Count how many lines below include the string "this", and give that number without anything else.

______________________________

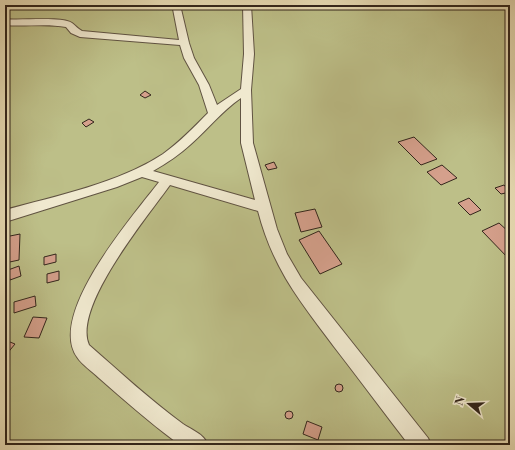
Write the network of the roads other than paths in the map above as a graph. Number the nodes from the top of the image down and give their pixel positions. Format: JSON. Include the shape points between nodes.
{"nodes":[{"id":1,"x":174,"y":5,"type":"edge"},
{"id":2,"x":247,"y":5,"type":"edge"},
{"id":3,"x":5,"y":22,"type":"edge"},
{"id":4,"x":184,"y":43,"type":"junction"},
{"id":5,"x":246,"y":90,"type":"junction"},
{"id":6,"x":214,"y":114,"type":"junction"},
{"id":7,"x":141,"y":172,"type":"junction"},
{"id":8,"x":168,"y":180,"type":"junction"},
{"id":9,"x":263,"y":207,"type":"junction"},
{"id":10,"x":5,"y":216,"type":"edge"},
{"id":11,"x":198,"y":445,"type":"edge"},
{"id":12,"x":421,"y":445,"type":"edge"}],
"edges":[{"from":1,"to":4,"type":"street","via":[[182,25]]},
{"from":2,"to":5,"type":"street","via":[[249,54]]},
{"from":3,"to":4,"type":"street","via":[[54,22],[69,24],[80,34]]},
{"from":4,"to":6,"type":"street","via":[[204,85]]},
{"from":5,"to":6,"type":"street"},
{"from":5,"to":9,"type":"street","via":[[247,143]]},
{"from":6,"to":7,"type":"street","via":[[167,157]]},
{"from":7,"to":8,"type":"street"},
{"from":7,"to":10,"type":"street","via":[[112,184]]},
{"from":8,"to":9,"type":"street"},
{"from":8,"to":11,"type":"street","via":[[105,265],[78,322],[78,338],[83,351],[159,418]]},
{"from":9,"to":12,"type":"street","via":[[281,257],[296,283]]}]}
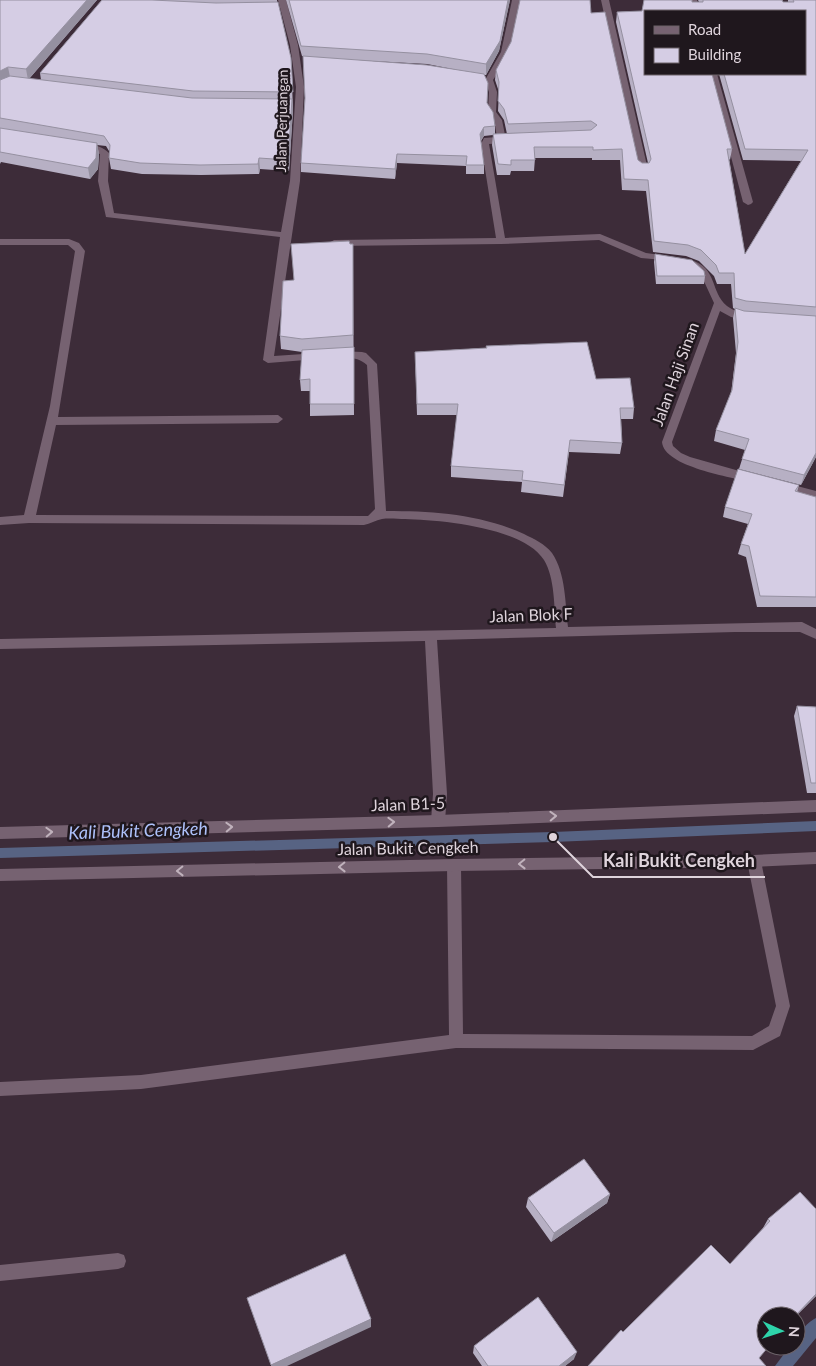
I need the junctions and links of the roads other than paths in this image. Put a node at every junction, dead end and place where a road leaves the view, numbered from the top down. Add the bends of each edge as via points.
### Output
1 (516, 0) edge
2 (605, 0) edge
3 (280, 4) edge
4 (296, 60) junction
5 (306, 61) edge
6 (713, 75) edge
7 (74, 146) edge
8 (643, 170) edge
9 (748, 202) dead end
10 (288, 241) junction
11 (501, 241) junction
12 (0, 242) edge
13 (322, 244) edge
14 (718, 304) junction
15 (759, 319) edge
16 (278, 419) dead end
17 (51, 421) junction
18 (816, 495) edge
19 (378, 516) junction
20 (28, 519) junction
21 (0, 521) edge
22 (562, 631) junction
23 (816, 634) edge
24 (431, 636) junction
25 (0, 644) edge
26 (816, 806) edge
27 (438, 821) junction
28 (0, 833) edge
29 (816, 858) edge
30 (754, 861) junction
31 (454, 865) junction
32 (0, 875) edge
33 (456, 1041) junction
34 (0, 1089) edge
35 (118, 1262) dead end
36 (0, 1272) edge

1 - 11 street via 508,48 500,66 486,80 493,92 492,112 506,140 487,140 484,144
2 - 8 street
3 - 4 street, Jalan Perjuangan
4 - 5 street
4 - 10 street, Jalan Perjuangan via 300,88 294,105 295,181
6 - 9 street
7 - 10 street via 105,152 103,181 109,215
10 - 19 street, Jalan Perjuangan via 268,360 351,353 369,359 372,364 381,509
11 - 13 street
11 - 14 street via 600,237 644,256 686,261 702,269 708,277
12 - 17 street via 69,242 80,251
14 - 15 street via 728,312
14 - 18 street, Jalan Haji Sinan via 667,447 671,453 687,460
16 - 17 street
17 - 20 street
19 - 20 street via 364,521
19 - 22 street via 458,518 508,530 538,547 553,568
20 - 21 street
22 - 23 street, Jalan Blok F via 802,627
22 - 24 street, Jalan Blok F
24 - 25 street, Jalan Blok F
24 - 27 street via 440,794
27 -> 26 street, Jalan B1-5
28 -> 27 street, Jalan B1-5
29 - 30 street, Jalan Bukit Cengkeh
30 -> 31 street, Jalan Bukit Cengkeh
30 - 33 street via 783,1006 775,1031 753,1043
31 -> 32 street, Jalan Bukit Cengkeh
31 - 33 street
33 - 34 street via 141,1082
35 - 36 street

______________________________

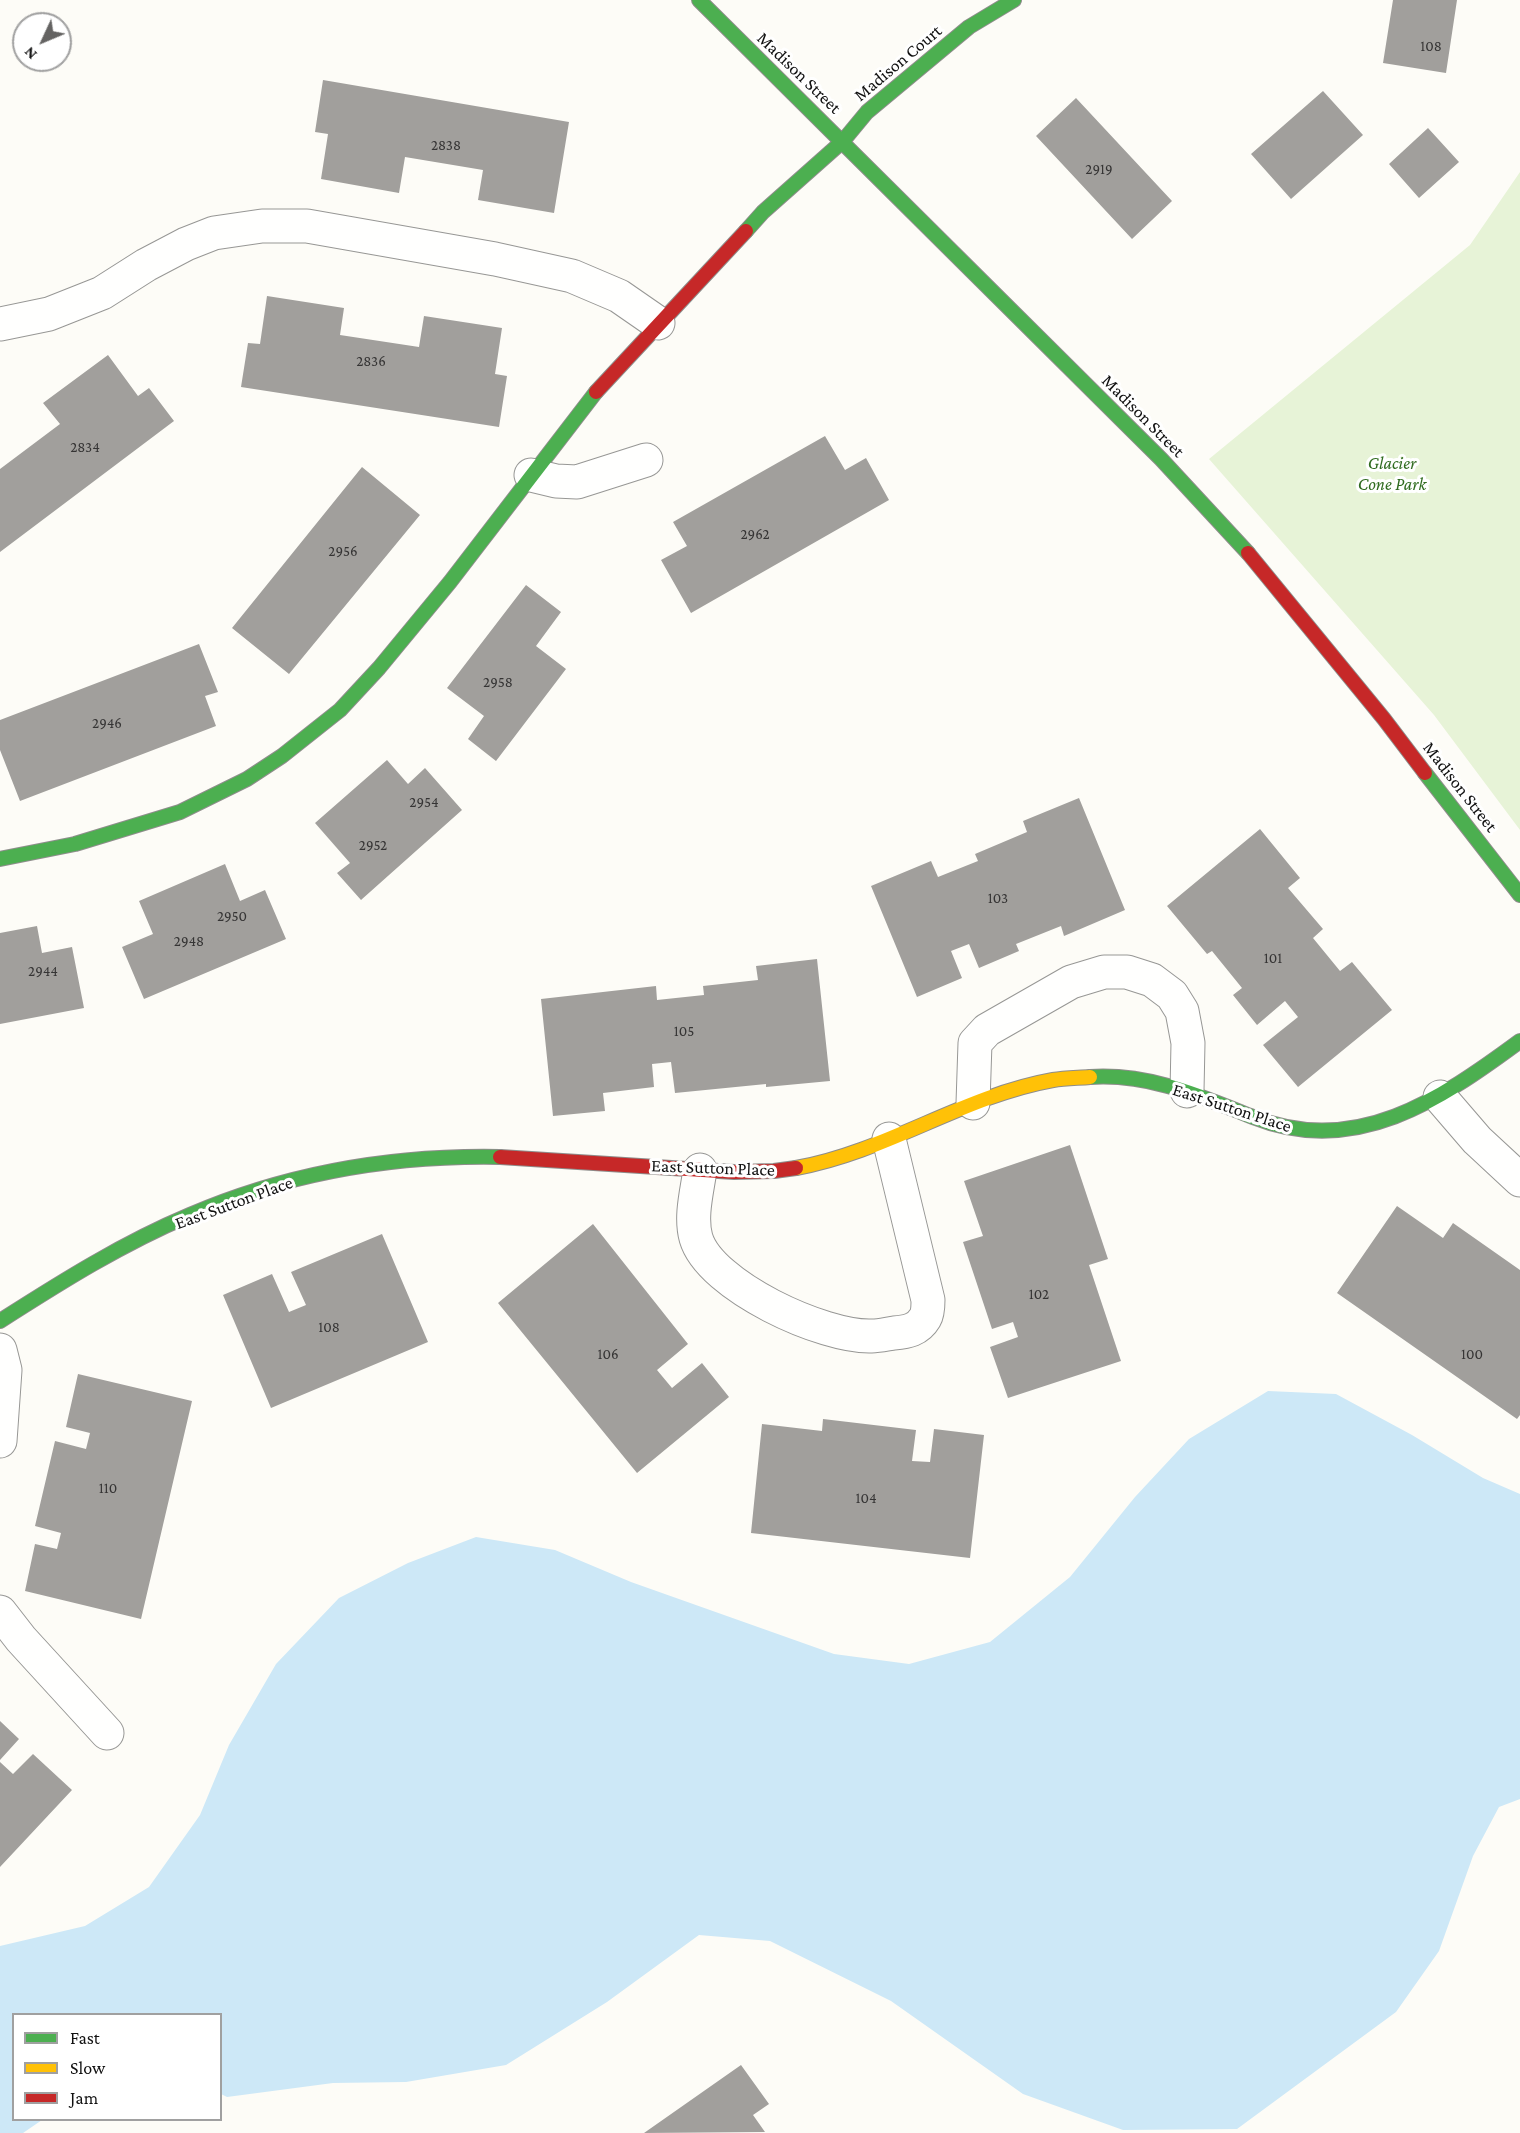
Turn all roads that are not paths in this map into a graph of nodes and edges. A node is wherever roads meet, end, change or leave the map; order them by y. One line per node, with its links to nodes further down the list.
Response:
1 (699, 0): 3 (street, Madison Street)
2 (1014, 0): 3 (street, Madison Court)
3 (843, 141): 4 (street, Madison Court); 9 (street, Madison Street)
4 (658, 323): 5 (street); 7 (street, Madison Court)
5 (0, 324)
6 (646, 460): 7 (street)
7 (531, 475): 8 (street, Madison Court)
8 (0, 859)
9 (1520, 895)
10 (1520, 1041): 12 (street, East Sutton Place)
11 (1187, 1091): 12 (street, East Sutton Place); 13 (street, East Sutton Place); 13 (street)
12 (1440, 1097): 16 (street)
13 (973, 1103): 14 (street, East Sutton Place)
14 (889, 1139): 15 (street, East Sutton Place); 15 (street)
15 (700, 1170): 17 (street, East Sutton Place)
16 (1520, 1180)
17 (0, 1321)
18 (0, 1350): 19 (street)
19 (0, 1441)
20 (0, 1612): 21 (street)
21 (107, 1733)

______________________________

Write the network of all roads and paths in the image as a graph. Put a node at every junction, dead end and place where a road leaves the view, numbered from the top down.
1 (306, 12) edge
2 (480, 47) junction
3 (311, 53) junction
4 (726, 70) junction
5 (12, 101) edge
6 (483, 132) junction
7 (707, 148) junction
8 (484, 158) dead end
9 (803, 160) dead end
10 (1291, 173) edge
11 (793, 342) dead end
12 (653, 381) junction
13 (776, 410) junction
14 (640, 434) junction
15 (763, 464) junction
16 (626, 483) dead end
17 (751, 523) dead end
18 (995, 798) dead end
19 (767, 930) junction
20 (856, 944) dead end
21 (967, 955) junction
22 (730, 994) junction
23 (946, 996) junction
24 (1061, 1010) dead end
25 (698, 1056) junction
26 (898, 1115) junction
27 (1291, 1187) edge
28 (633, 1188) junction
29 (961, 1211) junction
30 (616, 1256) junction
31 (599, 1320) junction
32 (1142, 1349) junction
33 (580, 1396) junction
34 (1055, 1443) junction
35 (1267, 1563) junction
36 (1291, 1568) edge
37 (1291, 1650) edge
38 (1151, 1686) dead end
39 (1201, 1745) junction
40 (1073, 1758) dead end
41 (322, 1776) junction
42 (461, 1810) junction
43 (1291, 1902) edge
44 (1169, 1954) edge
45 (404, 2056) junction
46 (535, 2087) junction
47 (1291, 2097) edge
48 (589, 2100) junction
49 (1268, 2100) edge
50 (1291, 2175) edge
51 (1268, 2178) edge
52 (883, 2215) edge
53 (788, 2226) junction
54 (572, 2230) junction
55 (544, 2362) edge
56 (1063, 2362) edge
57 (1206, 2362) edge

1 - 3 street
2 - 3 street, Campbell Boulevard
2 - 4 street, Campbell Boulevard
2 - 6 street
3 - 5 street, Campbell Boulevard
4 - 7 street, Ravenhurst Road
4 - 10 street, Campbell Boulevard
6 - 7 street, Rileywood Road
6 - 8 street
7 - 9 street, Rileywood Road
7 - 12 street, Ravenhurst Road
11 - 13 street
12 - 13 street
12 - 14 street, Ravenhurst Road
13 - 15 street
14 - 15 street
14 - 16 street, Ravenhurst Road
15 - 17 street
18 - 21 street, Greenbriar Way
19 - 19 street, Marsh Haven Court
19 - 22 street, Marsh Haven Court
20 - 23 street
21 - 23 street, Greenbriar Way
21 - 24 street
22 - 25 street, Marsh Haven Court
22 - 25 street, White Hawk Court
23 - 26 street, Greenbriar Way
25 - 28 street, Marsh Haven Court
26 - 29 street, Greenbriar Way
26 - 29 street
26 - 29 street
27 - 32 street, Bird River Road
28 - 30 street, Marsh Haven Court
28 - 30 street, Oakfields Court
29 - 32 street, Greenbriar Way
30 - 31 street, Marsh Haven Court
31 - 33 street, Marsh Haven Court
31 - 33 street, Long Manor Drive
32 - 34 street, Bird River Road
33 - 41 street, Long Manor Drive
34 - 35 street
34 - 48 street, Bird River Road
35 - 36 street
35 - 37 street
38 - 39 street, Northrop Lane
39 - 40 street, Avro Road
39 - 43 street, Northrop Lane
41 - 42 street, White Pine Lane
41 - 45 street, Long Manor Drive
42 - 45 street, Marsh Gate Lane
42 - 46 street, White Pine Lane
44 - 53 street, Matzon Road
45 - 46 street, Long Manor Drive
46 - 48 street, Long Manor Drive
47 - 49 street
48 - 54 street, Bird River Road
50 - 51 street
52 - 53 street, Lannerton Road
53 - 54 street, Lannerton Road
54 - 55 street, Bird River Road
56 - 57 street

______________________________

(Exercise solution) 2